Preview
Objectives
After studying this section you will be able to:
Section Focus
According to the law of demand, people buy less of a good when its price rises. Demand schedules and demand curves illustrate how people and markets react to different prices.
Key Terms
In Chapter 2, you read about economic systems, which are different ways of answering the three economic questions of what to produce, how much to produce, and who gets what. In the United States, most goods are allocated through a market system. In a market system, the interaction of buyers and sellers determines the prices of most goods as well as what quantity of a good will be produced. Buyers demand goods, sellers supply those goods, and the interactions between the two groups lead to an agreement on the price and the quantity traded.
Demand is the desire to own something and the ability to pay for it. We will look at the demand side of markets in this chapter. In the next chapter we will look at the actions of sellers, which economists call the supply side. In Chapter 6, we will look at supply and demand together and study how they interact to establish the prices that we pay for most goods.
Anyone who has ever spent money will easily understand the law of demand. The law of demand says that when a good's price is lower, consumers will buy more of it. When the price is higher, consumers will buy less of it. All of us act out this law of demand in our everyday purchasing decisions. Whether your income is $10 or $10 million, the price of a good will strongly influence your decision to buy.

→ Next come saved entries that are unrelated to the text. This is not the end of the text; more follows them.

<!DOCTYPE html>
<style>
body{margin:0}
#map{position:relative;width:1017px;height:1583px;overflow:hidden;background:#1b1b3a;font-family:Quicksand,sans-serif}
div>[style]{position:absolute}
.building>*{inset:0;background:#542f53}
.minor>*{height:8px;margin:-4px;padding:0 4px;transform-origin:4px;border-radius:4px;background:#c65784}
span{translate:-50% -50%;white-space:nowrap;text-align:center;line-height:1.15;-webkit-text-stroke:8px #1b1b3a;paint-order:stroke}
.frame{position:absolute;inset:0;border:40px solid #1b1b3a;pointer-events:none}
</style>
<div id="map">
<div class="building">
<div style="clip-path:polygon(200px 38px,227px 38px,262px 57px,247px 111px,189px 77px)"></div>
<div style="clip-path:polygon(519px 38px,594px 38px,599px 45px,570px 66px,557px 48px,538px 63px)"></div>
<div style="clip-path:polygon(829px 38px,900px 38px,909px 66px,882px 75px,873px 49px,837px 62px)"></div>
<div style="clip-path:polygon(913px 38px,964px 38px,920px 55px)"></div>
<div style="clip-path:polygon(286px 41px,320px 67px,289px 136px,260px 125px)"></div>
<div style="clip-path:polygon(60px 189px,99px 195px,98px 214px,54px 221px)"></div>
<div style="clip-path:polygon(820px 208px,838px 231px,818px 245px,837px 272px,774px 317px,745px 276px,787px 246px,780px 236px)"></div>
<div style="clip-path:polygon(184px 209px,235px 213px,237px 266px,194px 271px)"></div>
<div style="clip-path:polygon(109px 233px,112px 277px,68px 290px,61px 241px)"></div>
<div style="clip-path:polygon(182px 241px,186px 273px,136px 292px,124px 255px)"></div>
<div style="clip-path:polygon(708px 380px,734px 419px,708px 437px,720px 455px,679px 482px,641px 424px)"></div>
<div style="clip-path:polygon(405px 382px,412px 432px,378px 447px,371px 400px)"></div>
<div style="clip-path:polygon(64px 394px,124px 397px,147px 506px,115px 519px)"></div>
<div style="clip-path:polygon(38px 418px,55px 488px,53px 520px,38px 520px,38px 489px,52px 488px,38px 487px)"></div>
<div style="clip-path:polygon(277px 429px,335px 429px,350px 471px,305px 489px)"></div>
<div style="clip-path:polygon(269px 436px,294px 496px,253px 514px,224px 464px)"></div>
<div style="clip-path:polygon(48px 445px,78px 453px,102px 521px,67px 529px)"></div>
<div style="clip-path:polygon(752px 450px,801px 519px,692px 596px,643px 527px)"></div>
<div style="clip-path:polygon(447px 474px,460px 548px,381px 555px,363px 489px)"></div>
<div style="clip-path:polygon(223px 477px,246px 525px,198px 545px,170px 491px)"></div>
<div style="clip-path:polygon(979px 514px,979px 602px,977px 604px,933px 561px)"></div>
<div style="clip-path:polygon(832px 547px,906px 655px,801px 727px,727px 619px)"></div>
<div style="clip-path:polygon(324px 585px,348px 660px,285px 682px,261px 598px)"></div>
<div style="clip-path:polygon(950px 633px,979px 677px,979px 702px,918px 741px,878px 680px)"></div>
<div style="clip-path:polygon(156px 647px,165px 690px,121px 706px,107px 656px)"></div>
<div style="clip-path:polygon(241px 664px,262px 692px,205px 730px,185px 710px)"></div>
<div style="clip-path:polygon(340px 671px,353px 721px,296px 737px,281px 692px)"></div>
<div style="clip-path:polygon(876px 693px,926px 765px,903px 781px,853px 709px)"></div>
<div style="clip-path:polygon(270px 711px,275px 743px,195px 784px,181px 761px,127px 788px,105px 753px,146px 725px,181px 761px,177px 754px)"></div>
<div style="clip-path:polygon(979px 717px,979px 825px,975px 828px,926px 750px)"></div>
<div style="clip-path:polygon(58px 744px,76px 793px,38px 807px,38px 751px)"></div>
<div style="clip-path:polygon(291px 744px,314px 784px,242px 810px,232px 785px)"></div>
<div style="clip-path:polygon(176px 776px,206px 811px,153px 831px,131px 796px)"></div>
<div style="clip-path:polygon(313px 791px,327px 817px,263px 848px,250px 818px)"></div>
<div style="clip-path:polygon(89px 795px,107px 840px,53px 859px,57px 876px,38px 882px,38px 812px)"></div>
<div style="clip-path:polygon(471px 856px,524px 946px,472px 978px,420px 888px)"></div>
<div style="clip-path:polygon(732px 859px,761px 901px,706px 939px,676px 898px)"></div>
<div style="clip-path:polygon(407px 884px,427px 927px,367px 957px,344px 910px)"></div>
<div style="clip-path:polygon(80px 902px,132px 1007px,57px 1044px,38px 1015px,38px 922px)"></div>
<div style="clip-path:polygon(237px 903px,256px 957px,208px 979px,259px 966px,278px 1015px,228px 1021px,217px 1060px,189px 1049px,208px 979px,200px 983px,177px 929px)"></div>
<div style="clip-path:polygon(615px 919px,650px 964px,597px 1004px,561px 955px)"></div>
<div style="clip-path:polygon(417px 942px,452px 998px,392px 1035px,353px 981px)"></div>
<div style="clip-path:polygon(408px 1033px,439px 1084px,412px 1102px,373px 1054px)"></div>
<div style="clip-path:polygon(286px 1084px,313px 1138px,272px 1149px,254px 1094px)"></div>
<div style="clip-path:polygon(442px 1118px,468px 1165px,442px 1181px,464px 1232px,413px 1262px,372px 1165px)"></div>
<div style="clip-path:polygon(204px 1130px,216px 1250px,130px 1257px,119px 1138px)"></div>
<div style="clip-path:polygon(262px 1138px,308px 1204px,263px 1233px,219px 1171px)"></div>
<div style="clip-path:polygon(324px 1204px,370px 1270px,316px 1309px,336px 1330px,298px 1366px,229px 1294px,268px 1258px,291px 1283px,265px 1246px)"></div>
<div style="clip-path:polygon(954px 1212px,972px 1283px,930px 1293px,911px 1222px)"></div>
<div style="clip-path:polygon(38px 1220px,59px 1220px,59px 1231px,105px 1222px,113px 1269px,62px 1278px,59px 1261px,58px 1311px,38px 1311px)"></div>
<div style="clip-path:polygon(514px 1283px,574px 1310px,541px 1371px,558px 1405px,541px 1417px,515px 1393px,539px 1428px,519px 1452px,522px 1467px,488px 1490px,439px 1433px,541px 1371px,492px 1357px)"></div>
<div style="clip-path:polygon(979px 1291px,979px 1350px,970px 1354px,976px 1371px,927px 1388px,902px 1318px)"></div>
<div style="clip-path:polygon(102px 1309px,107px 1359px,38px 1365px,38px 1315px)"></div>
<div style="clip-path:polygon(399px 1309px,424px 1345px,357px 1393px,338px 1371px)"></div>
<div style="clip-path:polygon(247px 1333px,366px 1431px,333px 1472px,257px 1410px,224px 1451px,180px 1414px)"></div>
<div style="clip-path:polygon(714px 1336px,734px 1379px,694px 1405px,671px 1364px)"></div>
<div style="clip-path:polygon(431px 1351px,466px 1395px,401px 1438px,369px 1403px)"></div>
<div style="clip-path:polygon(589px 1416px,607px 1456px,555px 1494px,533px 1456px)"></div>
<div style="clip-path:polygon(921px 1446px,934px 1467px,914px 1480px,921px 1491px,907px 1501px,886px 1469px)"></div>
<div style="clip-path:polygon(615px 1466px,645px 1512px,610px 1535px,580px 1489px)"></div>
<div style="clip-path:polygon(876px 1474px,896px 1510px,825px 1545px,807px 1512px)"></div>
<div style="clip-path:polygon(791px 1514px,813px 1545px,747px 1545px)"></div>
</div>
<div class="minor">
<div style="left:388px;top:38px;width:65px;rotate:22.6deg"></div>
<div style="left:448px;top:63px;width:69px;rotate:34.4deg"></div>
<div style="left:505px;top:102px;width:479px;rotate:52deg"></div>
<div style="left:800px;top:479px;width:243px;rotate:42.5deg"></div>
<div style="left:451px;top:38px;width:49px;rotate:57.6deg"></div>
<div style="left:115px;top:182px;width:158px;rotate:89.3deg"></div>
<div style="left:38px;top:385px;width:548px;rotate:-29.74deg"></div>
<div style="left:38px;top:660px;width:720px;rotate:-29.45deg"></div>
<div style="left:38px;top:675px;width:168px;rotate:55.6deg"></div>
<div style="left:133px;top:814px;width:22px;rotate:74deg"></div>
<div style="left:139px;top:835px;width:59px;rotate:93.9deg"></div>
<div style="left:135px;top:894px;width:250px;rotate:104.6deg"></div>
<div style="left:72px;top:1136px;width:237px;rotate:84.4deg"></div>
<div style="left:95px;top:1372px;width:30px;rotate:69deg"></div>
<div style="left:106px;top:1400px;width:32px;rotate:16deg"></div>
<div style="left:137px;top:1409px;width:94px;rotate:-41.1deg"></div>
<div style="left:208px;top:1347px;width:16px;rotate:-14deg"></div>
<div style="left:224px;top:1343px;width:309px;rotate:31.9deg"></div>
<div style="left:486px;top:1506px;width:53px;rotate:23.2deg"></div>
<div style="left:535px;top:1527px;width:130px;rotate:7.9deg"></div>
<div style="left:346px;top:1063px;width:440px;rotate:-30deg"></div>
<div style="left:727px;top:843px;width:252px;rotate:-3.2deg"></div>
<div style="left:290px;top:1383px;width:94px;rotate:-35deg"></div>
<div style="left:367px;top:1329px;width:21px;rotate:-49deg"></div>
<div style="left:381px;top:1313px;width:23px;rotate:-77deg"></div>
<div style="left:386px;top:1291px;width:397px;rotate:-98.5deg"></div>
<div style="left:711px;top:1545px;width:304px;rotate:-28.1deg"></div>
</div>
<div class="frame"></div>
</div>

Ask yourself this question: Would you buy a slice of pizza for lunch if it cost $1? Many of us would, and some of us might even buy more than one slice. But would you buy the same slice of pizza if it cost $2? Fewer of us would buy it at that price. Even real pizza lovers might reduce their consumption from 3 or 4 slices to just 1 or 2. How many of us would buy a slice for $10? Probably very few. As the price of pizza gets higher and higher, fewer of us are willing to buy it. That is the law of demand in action.